Stored data:
══════

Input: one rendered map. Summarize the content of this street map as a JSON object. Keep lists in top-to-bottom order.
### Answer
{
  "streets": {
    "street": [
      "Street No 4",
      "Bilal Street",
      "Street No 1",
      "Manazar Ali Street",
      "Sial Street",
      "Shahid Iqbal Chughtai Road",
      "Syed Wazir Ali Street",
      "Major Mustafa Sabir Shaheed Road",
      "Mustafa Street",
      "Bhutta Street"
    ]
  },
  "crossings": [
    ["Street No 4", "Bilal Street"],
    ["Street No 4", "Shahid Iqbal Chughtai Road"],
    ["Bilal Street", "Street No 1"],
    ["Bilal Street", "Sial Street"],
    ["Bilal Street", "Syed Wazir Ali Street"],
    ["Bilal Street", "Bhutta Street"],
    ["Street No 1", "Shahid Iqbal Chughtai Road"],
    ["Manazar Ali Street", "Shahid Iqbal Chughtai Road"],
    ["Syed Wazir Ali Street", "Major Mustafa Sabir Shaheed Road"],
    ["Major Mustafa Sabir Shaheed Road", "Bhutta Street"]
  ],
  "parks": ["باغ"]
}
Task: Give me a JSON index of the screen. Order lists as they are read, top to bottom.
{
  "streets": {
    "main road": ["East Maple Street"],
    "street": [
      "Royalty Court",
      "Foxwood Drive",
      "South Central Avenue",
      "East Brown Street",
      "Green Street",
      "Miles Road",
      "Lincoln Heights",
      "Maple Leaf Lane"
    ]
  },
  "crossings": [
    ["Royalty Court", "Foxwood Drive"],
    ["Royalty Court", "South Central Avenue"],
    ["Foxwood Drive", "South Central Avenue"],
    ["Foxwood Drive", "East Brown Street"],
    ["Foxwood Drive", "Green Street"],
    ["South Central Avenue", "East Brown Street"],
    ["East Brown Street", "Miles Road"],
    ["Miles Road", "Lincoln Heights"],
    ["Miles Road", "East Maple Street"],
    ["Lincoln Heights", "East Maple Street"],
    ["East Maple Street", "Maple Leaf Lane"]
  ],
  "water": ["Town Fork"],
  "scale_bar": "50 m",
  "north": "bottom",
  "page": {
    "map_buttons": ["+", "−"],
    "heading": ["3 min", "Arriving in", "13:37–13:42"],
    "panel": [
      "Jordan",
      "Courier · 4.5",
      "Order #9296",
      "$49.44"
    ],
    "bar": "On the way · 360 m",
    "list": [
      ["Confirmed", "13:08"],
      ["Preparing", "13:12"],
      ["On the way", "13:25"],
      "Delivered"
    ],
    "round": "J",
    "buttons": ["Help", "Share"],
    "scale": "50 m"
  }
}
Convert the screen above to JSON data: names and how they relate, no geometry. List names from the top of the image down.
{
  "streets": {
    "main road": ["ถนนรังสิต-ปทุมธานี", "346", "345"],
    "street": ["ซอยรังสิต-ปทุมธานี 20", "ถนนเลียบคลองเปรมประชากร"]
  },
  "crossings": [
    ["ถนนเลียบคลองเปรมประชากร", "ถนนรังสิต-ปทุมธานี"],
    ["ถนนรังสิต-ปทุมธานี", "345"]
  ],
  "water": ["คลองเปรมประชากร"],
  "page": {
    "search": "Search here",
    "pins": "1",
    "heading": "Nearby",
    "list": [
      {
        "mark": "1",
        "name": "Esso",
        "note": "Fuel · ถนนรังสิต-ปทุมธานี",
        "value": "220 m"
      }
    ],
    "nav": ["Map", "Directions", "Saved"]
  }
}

══════

*Work request*. Whenever the word "Central" shows up in a line of the entries above, copy that line.

*Exercise response*.
      "South Central Avenue",
    ["Royalty Court", "South Central Avenue"],
    ["Foxwood Drive", "South Central Avenue"],
    ["South Central Avenue", "East Brown Street"],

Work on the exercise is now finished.